Your goal: Images do not belong in the copy. Set down all the entries exactly.

(Entries supplied begins)

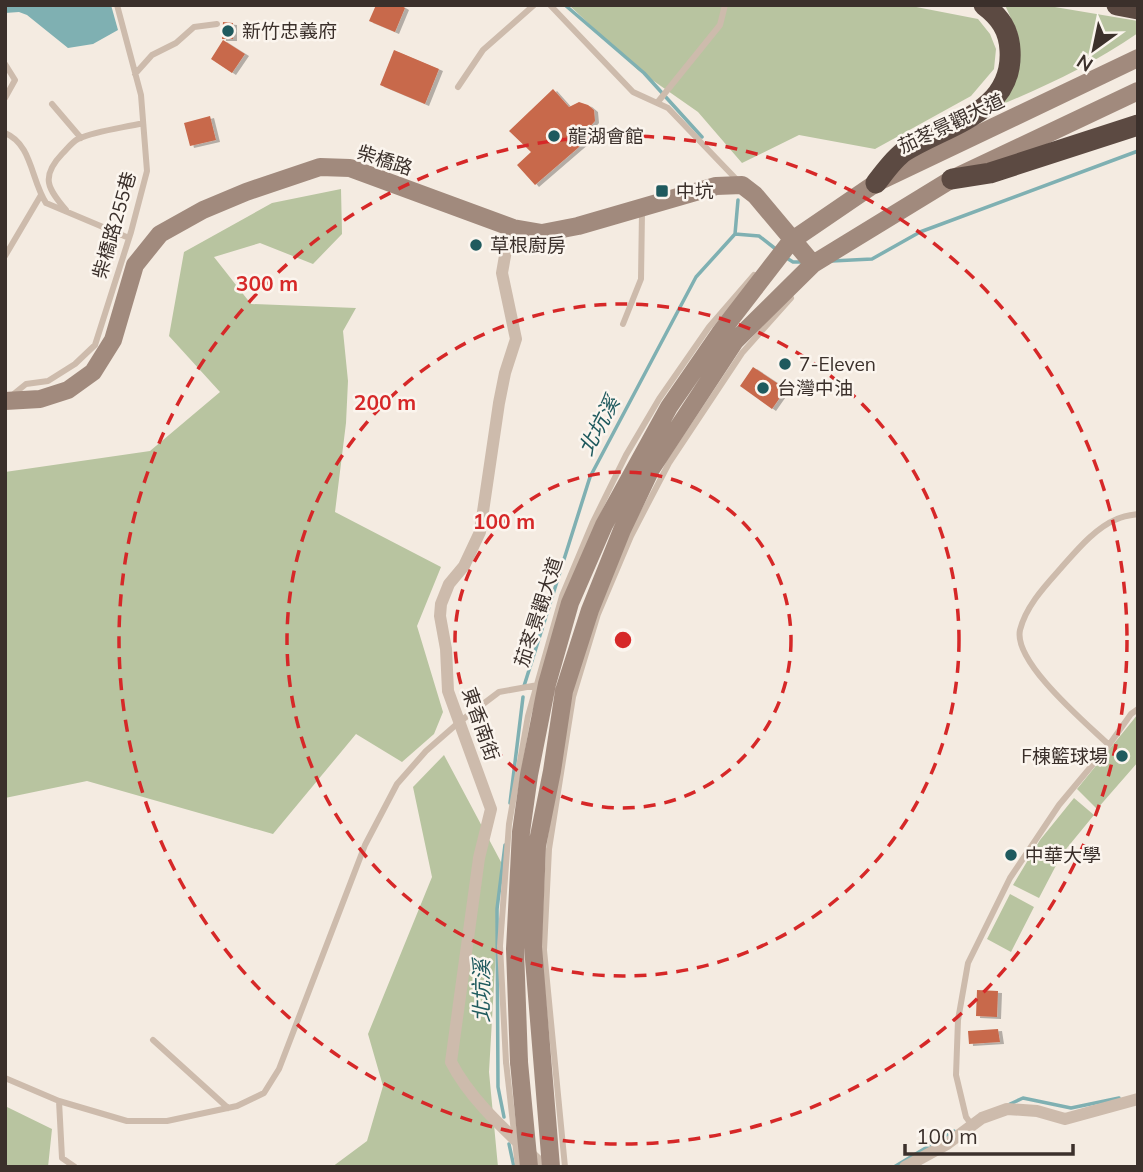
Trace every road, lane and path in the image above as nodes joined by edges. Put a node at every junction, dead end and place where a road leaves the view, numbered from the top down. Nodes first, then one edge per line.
1 (117, 5) edge
2 (534, 5) edge
3 (550, 5) edge
4 (724, 5) edge
5 (984, 5) edge
6 (1117, 5) edge
7 (1138, 9) edge
8 (217, 24) dead end
9 (1138, 58) edge
10 (5, 65) edge
11 (135, 74) junction
12 (458, 87) dead end
13 (1138, 91) edge
14 (5, 98) edge
15 (657, 103) junction
16 (52, 104) dead end
17 (143, 123) junction
18 (1138, 125) edge
19 (5, 133) edge
20 (81, 138) junction
21 (952, 179) junction
22 (876, 183) junction
23 (742, 186) junction
24 (41, 195) junction
25 (642, 206) junction
26 (69, 213) junction
27 (510, 227) junction
28 (129, 238) junction
29 (791, 241) junction
30 (5, 256) edge
31 (813, 264) junction
32 (623, 324) dead end
33 (741, 352) junction
34 (5, 401) edge
35 (683, 419) junction
36 (611, 511) junction
37 (1138, 514) edge
38 (576, 562) junction
39 (555, 689) junction
40 (1138, 709) edge
41 (458, 723) junction
42 (1109, 745) junction
43 (549, 849) junction
44 (536, 888) junction
45 (153, 1040) dead end
46 (548, 1059) junction
47 (513, 1062) junction
48 (5, 1078) edge
49 (1138, 1099) edge
50 (59, 1101) junction
51 (228, 1108) junction
52 (971, 1124) junction
53 (75, 1167) edge
54 (518, 1167) edge
55 (529, 1167) edge
56 (544, 1167) edge
57 (551, 1167) edge
58 (565, 1167) edge
59 (905, 1167) edge

1 - 11 lane, 柴橋路255巷
2 - 12 lane
3 - 15 lane
4 - 15 lane
5 - 22 highway
6 - 7 highway
8 - 11 lane
9 - 22 street, 茄苳景觀大道
10 - 14 lane
11 - 17 lane, 柴橋路255巷
13 - 21 street, 茄苳景觀大道
15 - 23 lane
16 - 20 lane
17 - 20 lane
17 - 28 lane, 柴橋路255巷
18 - 21 highway
19 - 24 lane
20 - 26 lane
21 - 31 street, 茄苳景觀大道
22 - 29 street, 茄苳景觀大道
23 - 25 street, 柴橋路
23 - 29 street
24 - 26 lane
24 - 30 lane
25 - 27 street, 柴橋路
25 - 32 lane
26 - 28 lane
27 - 34 street, 柴橋路
27 - 41 street, 東香南街
28 - 34 lane, 柴橋路255巷
29 - 31 street
29 - 36 street, 茄苳景觀大道
29 - 38 lane, 茄苳景觀大道
31 - 33 lane, 茄苳景觀大道
31 - 35 street, 茄苳景觀大道
33 - 35 lane
33 - 39 lane, 茄苳景觀大道
35 - 39 street, 茄苳景觀大道
36 - 38 lane
36 - 39 street, 茄苳景觀大道
37 - 42 lane
38 - 39 lane, 茄苳景觀大道
39 - 41 lane
39 - 43 lane, 茄苳景觀大道
39 - 44 street, 茄苳景觀大道
39 - 47 street, 茄苳景觀大道
40 - 42 lane
41 - 51 lane
41 - 56 street, 東香南街
42 - 52 lane
43 - 44 lane
43 - 46 lane, 茄苳景觀大道
44 - 46 street, 茄苳景觀大道
45 - 51 lane
46 - 57 street
46 - 58 lane
47 - 54 lane, bridge
47 - 55 street, 茄苳景觀大道, bridge
48 - 50 lane
49 - 52 street
50 - 51 lane
50 - 53 lane
52 - 59 street

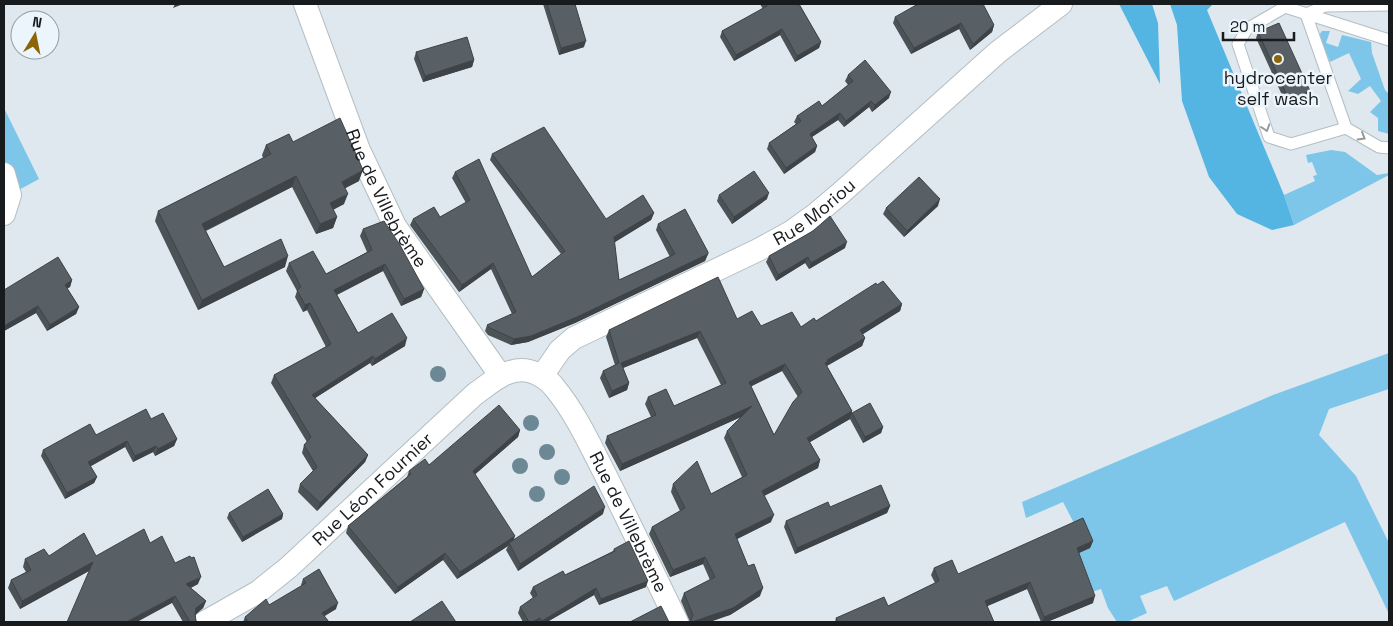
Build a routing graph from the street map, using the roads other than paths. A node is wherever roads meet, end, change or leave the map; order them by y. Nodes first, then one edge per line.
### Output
1 (305, 4) edge
2 (1061, 4) edge
3 (1389, 5) edge
4 (1286, 6) edge
5 (1304, 9) edge
6 (1389, 40) edge
7 (1346, 128) junction
8 (1389, 148) edge
9 (4, 174) edge
10 (4, 214) edge
11 (500, 376) junction
12 (542, 376) junction
13 (205, 622) edge
14 (677, 622) edge

1 - 11 street, Rue de Villebrème
2 - 12 street, Rue Moriou
3 - 5 lane
4 - 5 lane
4 -> 7 lane
5 - 6 lane
5 - 7 lane
7 -> 8 lane
9 - 10 street
11 - 12 street, Rue Léon Fournier
11 - 13 street, Rue Léon Fournier
12 - 14 street, Rue de Villebrème

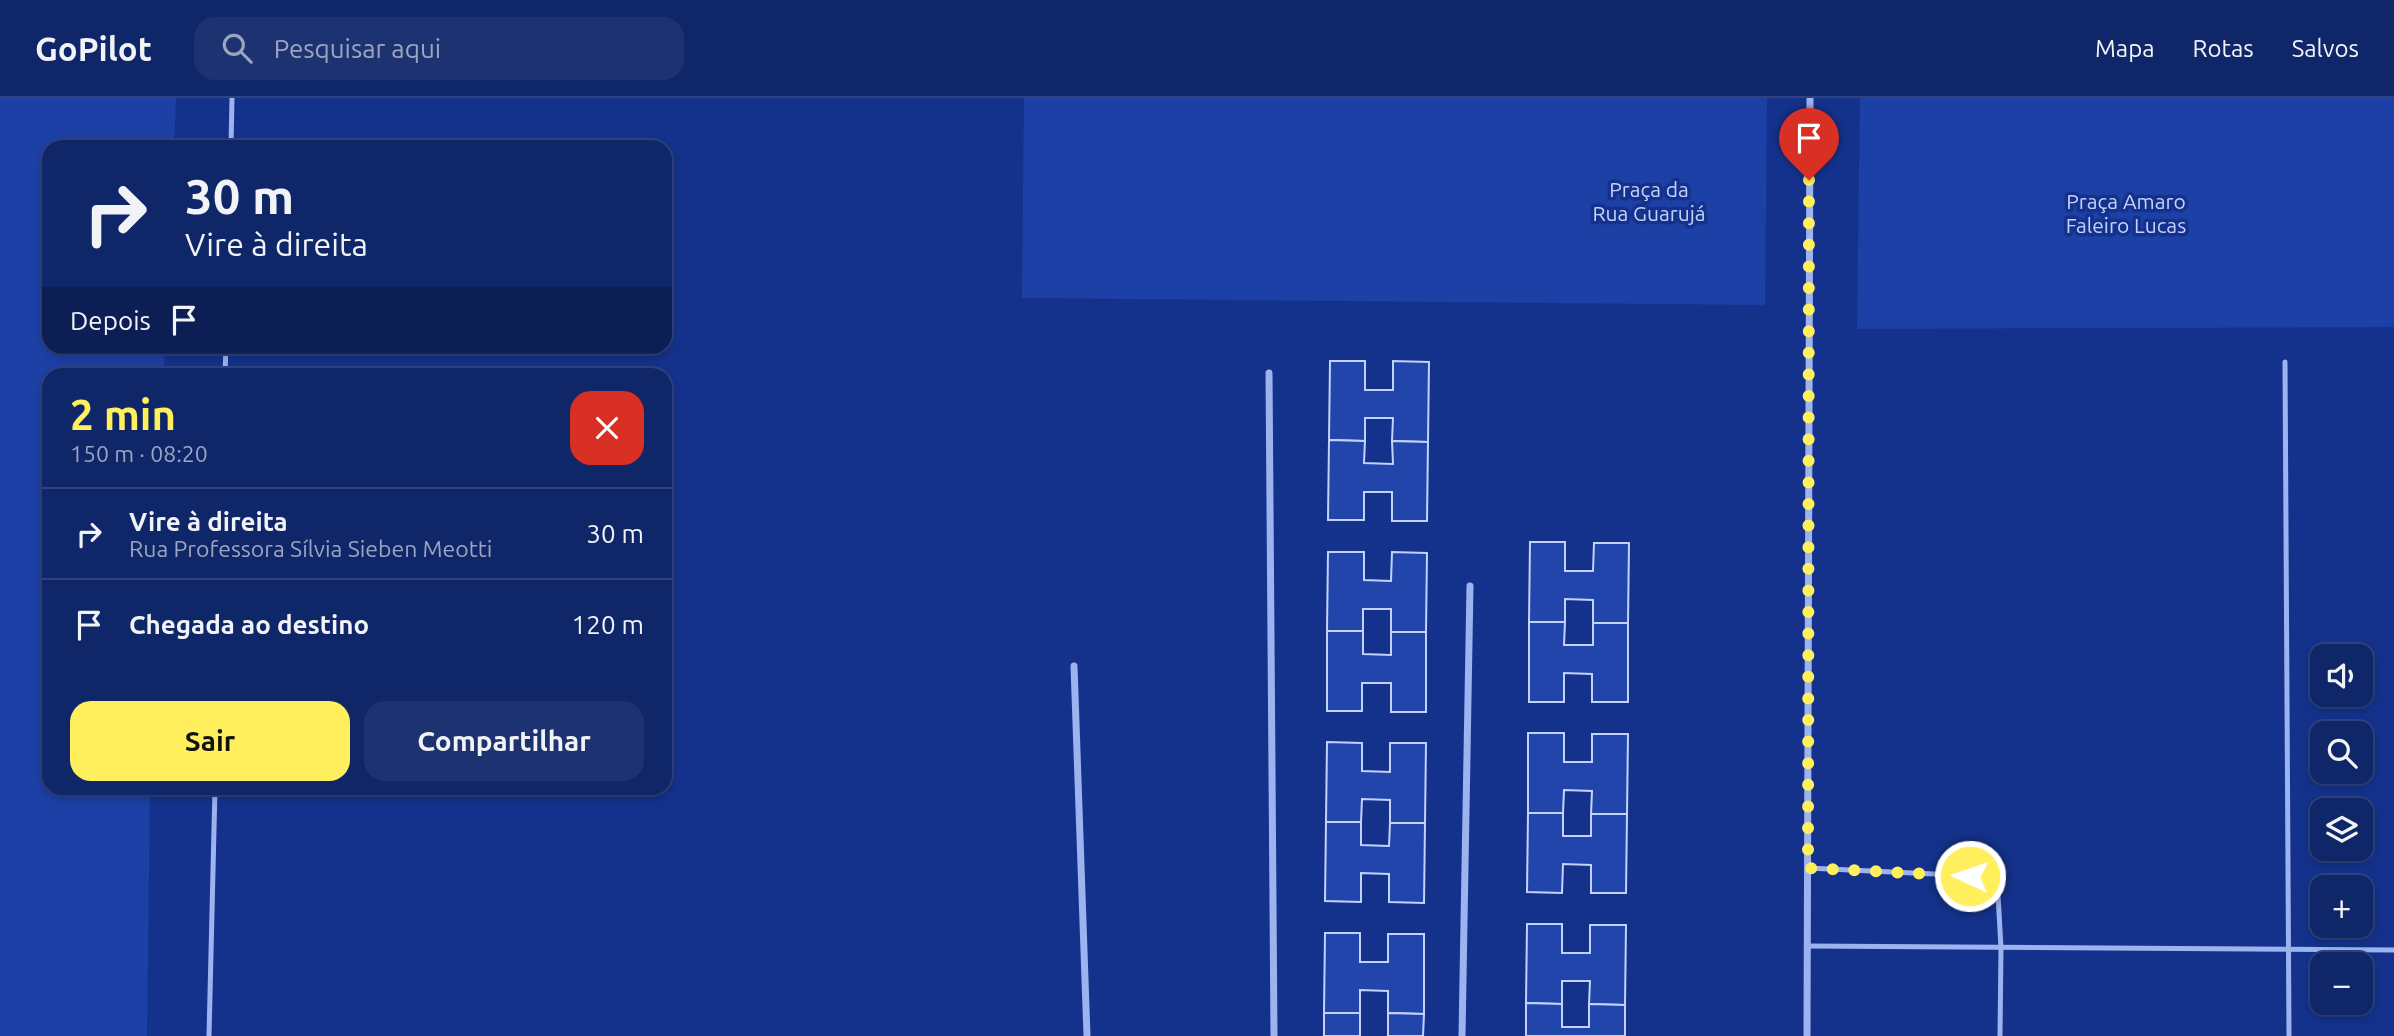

(Entries supplied ends)

Answer for the task:
Trace every road, lane and path in the image above as nodes joined by edges. Put a node at every junction, dead end and place where a road leaves the view, numbered from the top down. Nodes first, then one edge per line.
1 (117, 5) edge
2 (534, 5) edge
3 (550, 5) edge
4 (724, 5) edge
5 (984, 5) edge
6 (1117, 5) edge
7 (1138, 9) edge
8 (217, 24) dead end
9 (1138, 58) edge
10 (5, 65) edge
11 (135, 74) junction
12 (458, 87) dead end
13 (1138, 91) edge
14 (5, 98) edge
15 (657, 103) junction
16 (52, 104) dead end
17 (143, 123) junction
18 (1138, 125) edge
19 (5, 133) edge
20 (81, 138) junction
21 (952, 179) junction
22 (876, 183) junction
23 (742, 186) junction
24 (41, 195) junction
25 (642, 206) junction
26 (69, 213) junction
27 (510, 227) junction
28 (129, 238) junction
29 (791, 241) junction
30 (5, 256) edge
31 (813, 264) junction
32 (623, 324) dead end
33 (741, 352) junction
34 (5, 401) edge
35 (683, 419) junction
36 (611, 511) junction
37 (1138, 514) edge
38 (576, 562) junction
39 (555, 689) junction
40 (1138, 709) edge
41 (458, 723) junction
42 (1109, 745) junction
43 (549, 849) junction
44 (536, 888) junction
45 (153, 1040) dead end
46 (548, 1059) junction
47 (513, 1062) junction
48 (5, 1078) edge
49 (1138, 1099) edge
50 (59, 1101) junction
51 (228, 1108) junction
52 (971, 1124) junction
53 (75, 1167) edge
54 (518, 1167) edge
55 (529, 1167) edge
56 (544, 1167) edge
57 (551, 1167) edge
58 (565, 1167) edge
59 (905, 1167) edge

1 - 11 lane, 柴橋路255巷
2 - 12 lane
3 - 15 lane
4 - 15 lane
5 - 22 highway
6 - 7 highway
8 - 11 lane
9 - 22 street, 茄苳景觀大道
10 - 14 lane
11 - 17 lane, 柴橋路255巷
13 - 21 street, 茄苳景觀大道
15 - 23 lane
16 - 20 lane
17 - 20 lane
17 - 28 lane, 柴橋路255巷
18 - 21 highway
19 - 24 lane
20 - 26 lane
21 - 31 street, 茄苳景觀大道
22 - 29 street, 茄苳景觀大道
23 - 25 street, 柴橋路
23 - 29 street
24 - 26 lane
24 - 30 lane
25 - 27 street, 柴橋路
25 - 32 lane
26 - 28 lane
27 - 34 street, 柴橋路
27 - 41 street, 東香南街
28 - 34 lane, 柴橋路255巷
29 - 31 street
29 - 36 street, 茄苳景觀大道
29 - 38 lane, 茄苳景觀大道
31 - 33 lane, 茄苳景觀大道
31 - 35 street, 茄苳景觀大道
33 - 35 lane
33 - 39 lane, 茄苳景觀大道
35 - 39 street, 茄苳景觀大道
36 - 38 lane
36 - 39 street, 茄苳景觀大道
37 - 42 lane
38 - 39 lane, 茄苳景觀大道
39 - 41 lane
39 - 43 lane, 茄苳景觀大道
39 - 44 street, 茄苳景觀大道
39 - 47 street, 茄苳景觀大道
40 - 42 lane
41 - 51 lane
41 - 56 street, 東香南街
42 - 52 lane
43 - 44 lane
43 - 46 lane, 茄苳景觀大道
44 - 46 street, 茄苳景觀大道
45 - 51 lane
46 - 57 street
46 - 58 lane
47 - 54 lane, bridge
47 - 55 street, 茄苳景觀大道, bridge
48 - 50 lane
49 - 52 street
50 - 51 lane
50 - 53 lane
52 - 59 street

Build a routing graph from the street map, using the roads other than paths. A node is wherever roads meet, end, change or leave the map; order them by y. Nodes first, then one edge per line.
### Output
1 (305, 4) edge
2 (1061, 4) edge
3 (1389, 5) edge
4 (1286, 6) edge
5 (1304, 9) edge
6 (1389, 40) edge
7 (1346, 128) junction
8 (1389, 148) edge
9 (4, 174) edge
10 (4, 214) edge
11 (500, 376) junction
12 (542, 376) junction
13 (205, 622) edge
14 (677, 622) edge

1 - 11 street, Rue de Villebrème
2 - 12 street, Rue Moriou
3 - 5 lane
4 - 5 lane
4 -> 7 lane
5 - 6 lane
5 - 7 lane
7 -> 8 lane
9 - 10 street
11 - 12 street, Rue Léon Fournier
11 - 13 street, Rue Léon Fournier
12 - 14 street, Rue de Villebrème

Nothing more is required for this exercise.